■2019年9月8日 第6回 ウリ類・ブドウ 〜 講演「残暑はつづくよ。まだ間に合う夏の味覚ウリの話」 元野菜ソムリエコミュニティかながわ幹事 石田友一氏
◇台木として使われるトウガン
  • トウガンは「冬瓜」と書きます。瓜という字がつく野菜は、西瓜(スイカ)、南瓜(カボチャ)、胡瓜(キュウリ)などかあります。トウガンの名前の由来は諸説ありますが、冬まで保存できるウリ、という説が有力です。

  • いろいろな種苗会社がトウガンを扱っていますが、市場規模は約4000万円です。億単位のメロンやカボチャに比べマーケットが小さく、新品種開発には5〜10年かかりますから、割に合いません。そのため品種が少ないのですが、病気に強いことや、保存性がよいことも、新品種が出ない理由だと考えられます。
元野菜ソムリエコミュニティかながわ幹事
石田友一氏
  • トウガンは食べるよりも、スイカの台木として最もよく使われます。連作障害が出にくいように、トウガンの根に、スイカを接ぎ木して栽培します。トウガンのほか、ユウガオやカボチャなども台木になります。この面でのトウガンの育種は進んでいます。

  • 三浦半島の姫トウガン、栃木の丸いタイプのトウガン、長いタイプのトウガンのタネを持ってきました。姫トウガンのタネはかなり細かいです。のちほどご覧ください。
◇原産地や来歴
  • トウガンの原産地はインドです。3世紀頃にインドから中国に伝わり、日本には5世紀頃伝来したとされます。トウガンが伝わっていく時期と経路は、仏教の広まりとほぼ重なっています。おそらく、仏教徒が中国から日本へ旅したとき、トウガンもいっしょに動いたのでしょう。トウガンは保存性がよく、土の影響を受けにくいので、栽培しては移動することができます。水分補給や食料として必要な野菜だった、と考えられます。

  • 日本には、南方からと朝鮮半島からの2つのルートで伝来しました。南の産地ほど実が大きく、北に行くほど小さくなります。

  • タネは中国、ミャンマーなどで採種しており、日本では一切採種していません。

  • タイ、ミャンマー、インドネシアなど仏教国ではトウガンの料理がポピュラーです。
◇栽培方法について
  • かつて、トウガンは3〜5キロが主流でしたが、大きすぎて家庭では使いにくい。

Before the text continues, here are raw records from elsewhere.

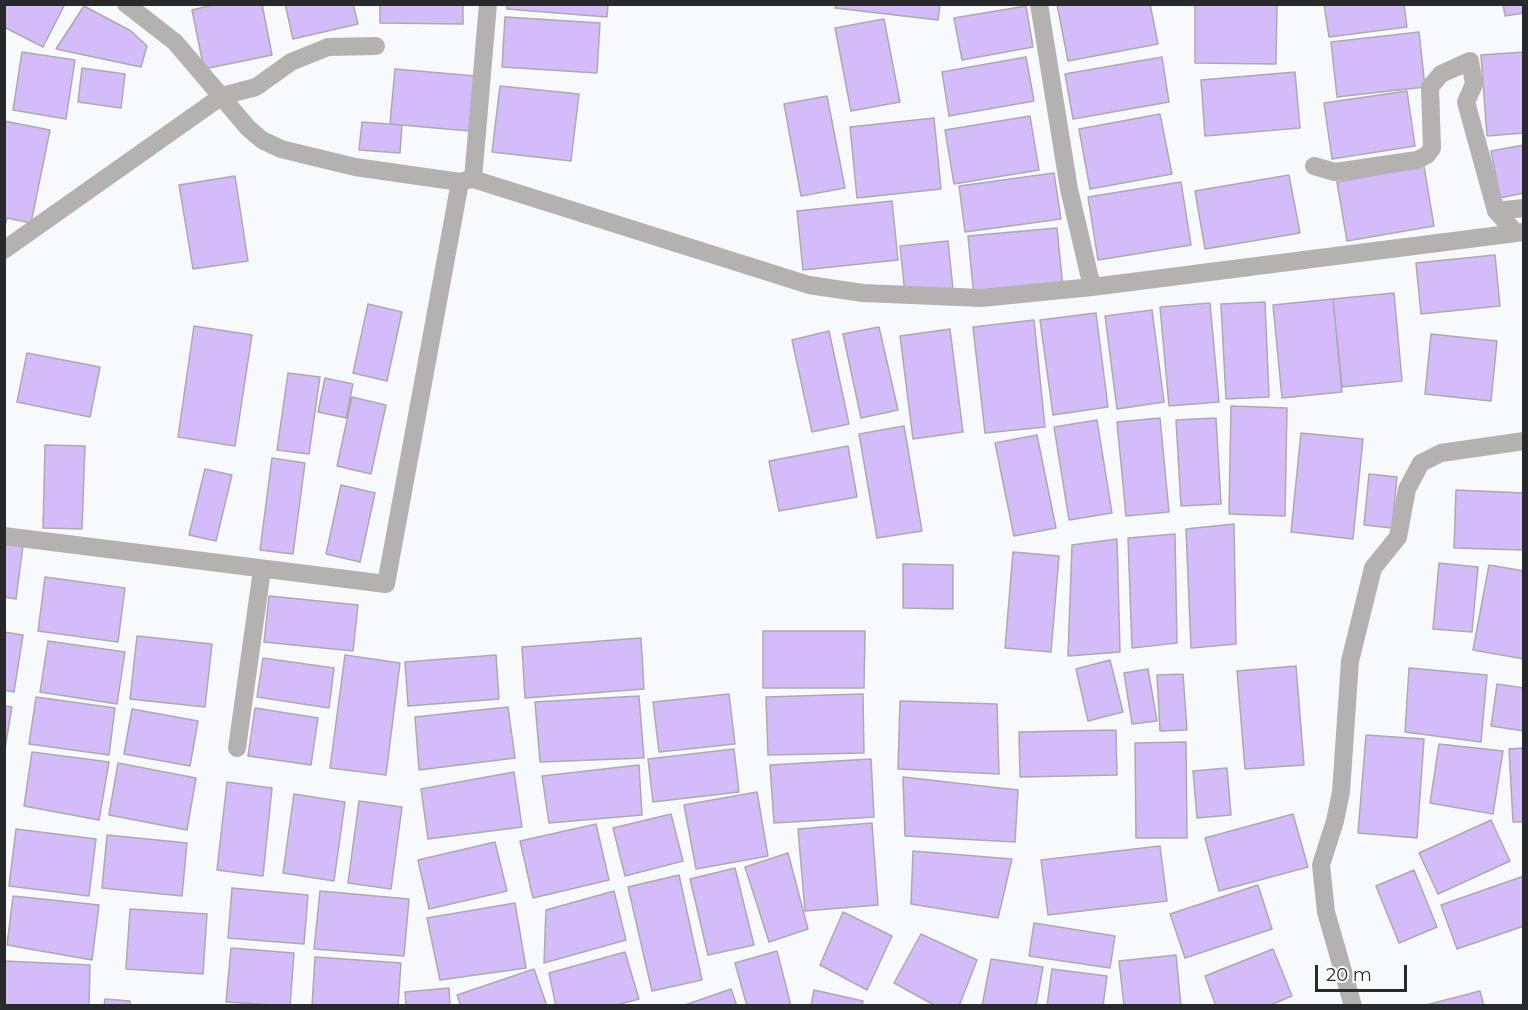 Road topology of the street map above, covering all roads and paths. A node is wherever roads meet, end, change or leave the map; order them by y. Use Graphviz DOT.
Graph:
graph roads {
  1 [pos="126,4"];
  2 [pos="488,4"];
  3 [pos="1039,4"];
  4 [pos="376,46"];
  5 [pos="222,96"];
  6 [pos="1314,166"];
  7 [pos="466,181"];
  8 [pos="1524,208"];
  9 [pos="1496,211"];
  10 [pos="1520,232"];
  11 [pos="4,250"];
  12 [pos="1092,287"];
  13 [pos="1524,441"];
  14 [pos="4,536"];
  15 [pos="262,570"];
  16 [pos="237,748"];
  17 [pos="1353,1005"];
  1 -- 5 [label="street"];
  2 -- 7 [label="street"];
  3 -- 12 [label="street"];
  4 -- 5 [label="street"];
  5 -- 7 [label="street"];
  5 -- 11 [label="street"];
  6 -- 9 [label="street"];
  7 -- 12 [label="street"];
  7 -- 15 [label="street"];
  8 -- 9 [label="street"];
  9 -- 10 [label="street"];
  10 -- 12 [label="street"];
  13 -- 17 [label="street"];
  14 -- 15 [label="street"];
  15 -- 16 [label="street"];
} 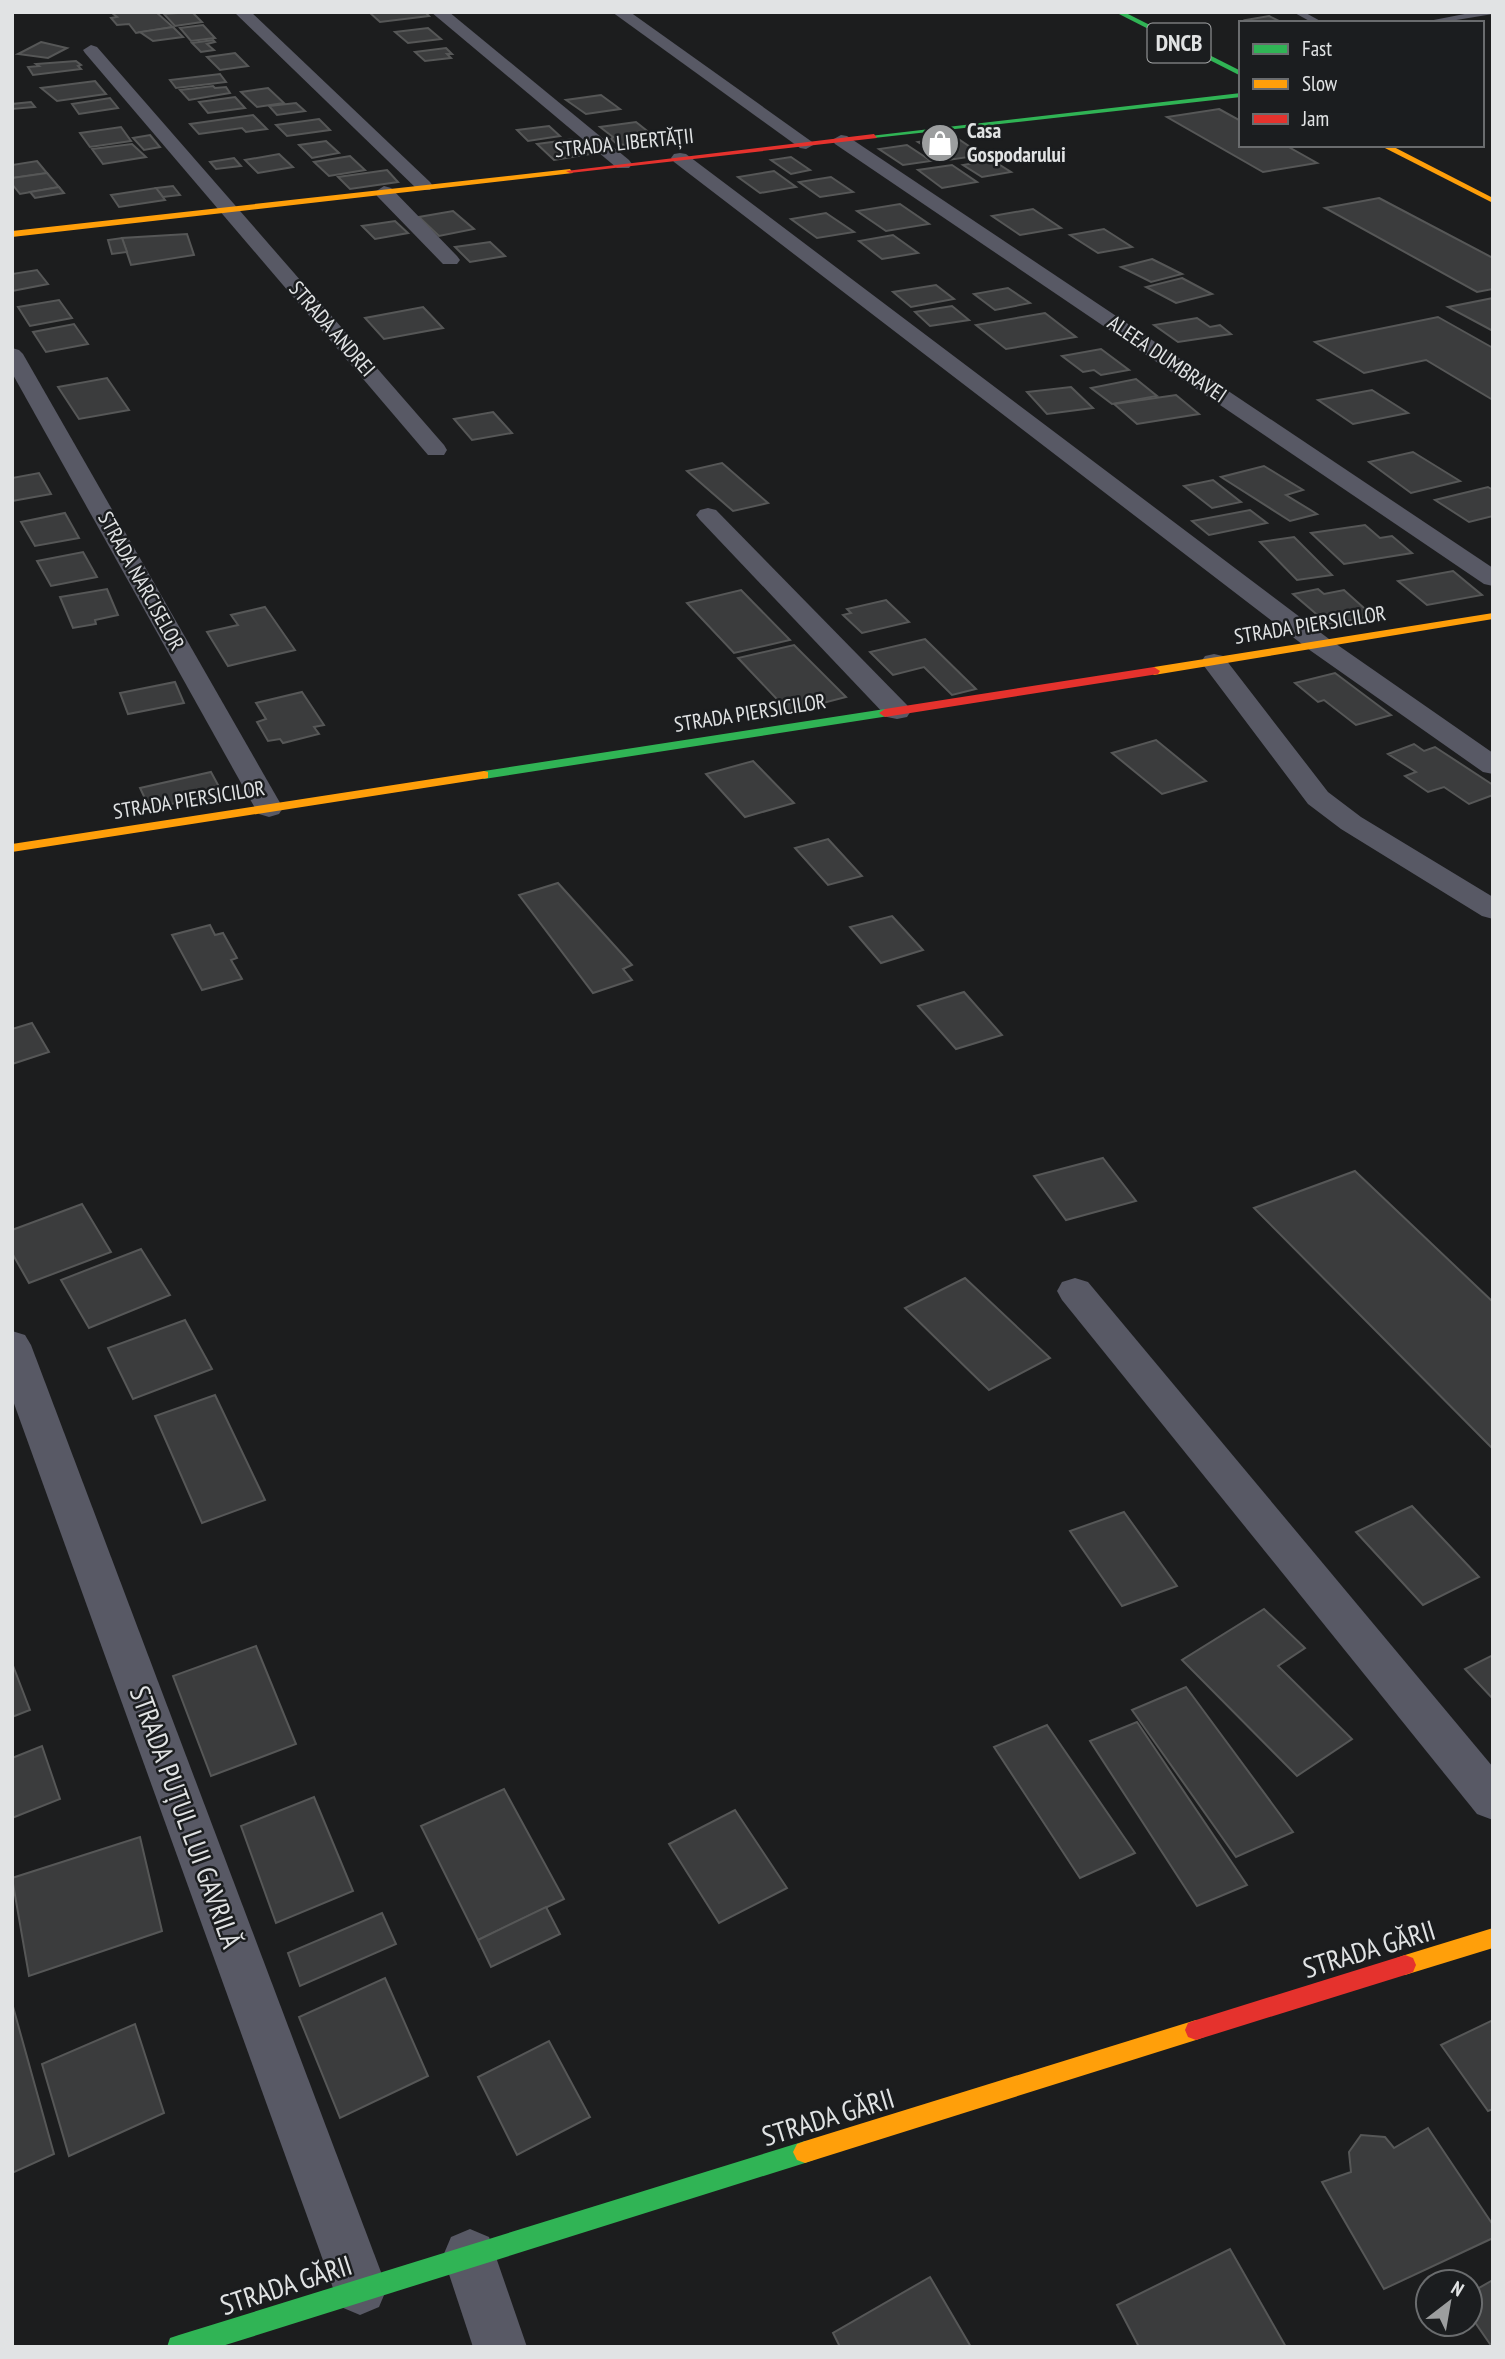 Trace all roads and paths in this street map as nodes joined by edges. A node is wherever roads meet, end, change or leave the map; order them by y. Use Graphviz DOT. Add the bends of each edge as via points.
graph roads {
  1 [pos="242,12"];
  2 [pos="439,12"];
  3 [pos="620,12"];
  4 [pos="1118,12"];
  5 [pos="1297,12"];
  6 [pos="1491,12"];
  7 [pos="1316,21"];
  8 [pos="1435,21"];
  9 [pos="91,50"];
  10 [pos="1239,73"];
  11 [pos="1239,95"];
  12 [pos="841,140"];
  13 [pos="806,144"];
  14 [pos="1386,147"];
  15 [pos="680,159"];
  16 [pos="623,164"];
  17 [pos="424,186"];
  18 [pos="384,192"];
  19 [pos="1493,201"];
  20 [pos="229,209"];
  21 [pos="12,234"];
  22 [pos="450,260"];
  23 [pos="12,354"];
  24 [pos="436,450"];
  25 [pos="708,515"];
  26 [pos="1493,579"];
  27 [pos="1493,616"];
  28 [pos="1320,645"];
  29 [pos="1214,662"];
  30 [pos="897,711"];
  31 [pos="1493,766"];
  32 [pos="269,808"];
  33 [pos="12,848"];
  34 [pos="1493,911"];
  35 [pos="1075,1291"];
  36 [pos="12,1345"];
  37 [pos="1493,1800"];
  38 [pos="1493,1938"];
  39 [pos="470,2256"];
  40 [pos="360,2288"];
  41 [pos="179,2347"];
  42 [pos="500,2347"];
  1 -- 17 [label="street"];
  2 -- 16 [label="street"];
  3 -- 13 [label="street"];
  4 -- 10 [label="street, DNCB"];
  5 -- 7 [label="lane"];
  6 -- 8 [label="lane"];
  9 -- 20 [label="street, STRADA ANDREI"];
  11 -- 12 [label="street, STRADA LIBERTĂȚII"];
  12 -- 13 [label="street, STRADA LIBERTĂȚII"];
  12 -- 26 [label="street, ALEEA DUMBRAVEI"];
  13 -- 15 [label="street, STRADA LIBERTĂȚII"];
  14 -- 19 [label="street"];
  15 -- 16 [label="street, STRADA LIBERTĂȚII"];
  15 -- 28 [label="street"];
  16 -- 17 [label="street, STRADA LIBERTĂȚII"];
  17 -- 18 [label="street, STRADA LIBERTĂȚII"];
  18 -- 20 [label="street, STRADA LIBERTĂȚII"];
  18 -- 22 [label="street"];
  20 -- 21 [label="street, STRADA LIBERTĂȚII"];
  20 -- 24 [label="street, STRADA ANDREI"];
  23 -- 32 [label="street, STRADA NARCISELOR"];
  25 -- 30 [label="street"];
  27 -- 28 [label="street, STRADA PIERSICILOR"];
  28 -- 29 [label="street, STRADA PIERSICILOR"];
  28 -- 31 [label="street"];
  29 -- 30 [label="street, STRADA PIERSICILOR"];
  29 -- 34 [label="street" via="1318,798"];
  30 -- 32 [label="street, STRADA PIERSICILOR"];
  32 -- 33 [label="street, STRADA PIERSICILOR"];
  35 -- 37 [label="street"];
  36 -- 40 [label="street, STRADA PUȚUL LUI GAVRILĂ"];
  38 -- 39 [label="street, STRADA GĂRII"];
  39 -- 40 [label="street, STRADA GĂRII"];
  39 -- 42 [label="street"];
  40 -- 41 [label="street, STRADA GĂRII"];
} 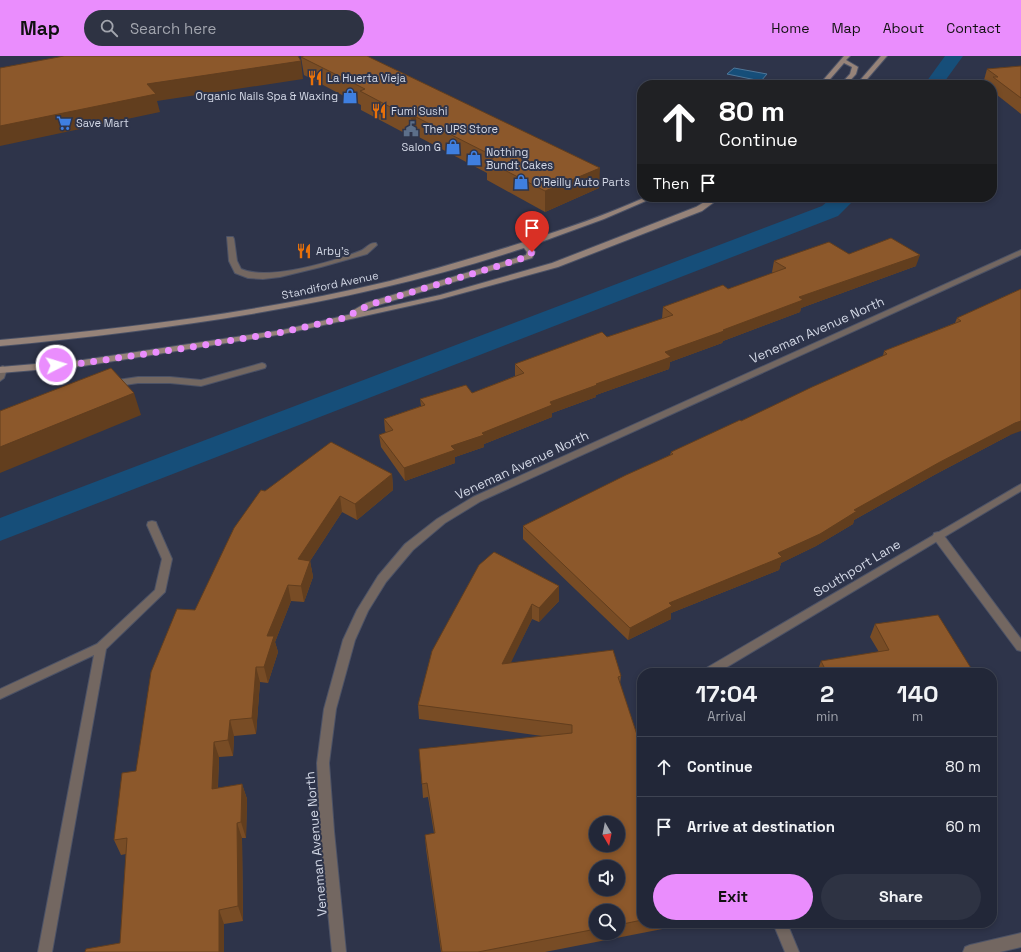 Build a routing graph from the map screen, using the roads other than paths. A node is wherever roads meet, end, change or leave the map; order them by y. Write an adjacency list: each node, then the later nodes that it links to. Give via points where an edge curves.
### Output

そこで登場したのが、1.5〜2キロの、家庭菜園でも産地でも扱いやすい姫トウガンです。タキイ種苗さんが、病気に強く安定したものを選抜しました。

  • トウガンは高温性の植物です。発芽温度は25℃以上と、一般的な野菜よりもかなり高く、栽培期間中15℃以下になると生育が著しく悪くなります。今年は3〜5月に天候不順が続き、花数が減る、初期肥大性が悪い、などのことから収穫が少なくなりました。トウガンにはトンネル栽培やハウス栽培で気温15℃以上に保つ管理が必要です。

  • 交配後、小玉では25〜30日、大玉は40〜45日で収穫可能になります。樹の状態によって変わりますが、基本は「子ヅル4本仕立て」です。子ヅルを4本残し、各ツルに2つ着果させ、1本あたり8果実採ります。

  • 交配は主にハチか人工受粉。何もしない方もいますが、果実が乱れたり、低温の時期に花粉が出ず、しっかりと受粉できなくていいものがならないことも多く、農家さんには、「ハチがいなければ、必ず手で受粉してください」とお願いしました。
◇現在の状況と今後
  • トウガンの作付面積は220ヘクタール。カボチャは15,800ヘクタール、減少傾向のメロンでも6,500ヘクタールですので、かなり小さいことがわかります。

  • 産地ランキングは、沖縄県、愛知県、岡山県、神奈川県。この4県で60%以上をまかなっています。沖縄県と岡山県は4〜6キロの大きなトウガン、愛知県は3〜4キロ、神奈川県はJA三浦市で小さめのトウガンを作っています。

  • 私は愛知県出身で、小さい頃から家庭菜園で作ったトウガンを食べていました。食べ方は、煮物やスープの具など。和風料理のわき役として使われます。煮るとやわらかく、トウガン自体に味はほとんどなくてどんな味にも染まるのがいいところです。関東の特に若い世代はあまり食べた経験がなく、調理方法も知らないのではないでしょうか。重量当たりの単価が安いので、飲食店、学校給食、加工業務などでは比較的使われやすく、まだこれから面白い伝え方ができる野菜です。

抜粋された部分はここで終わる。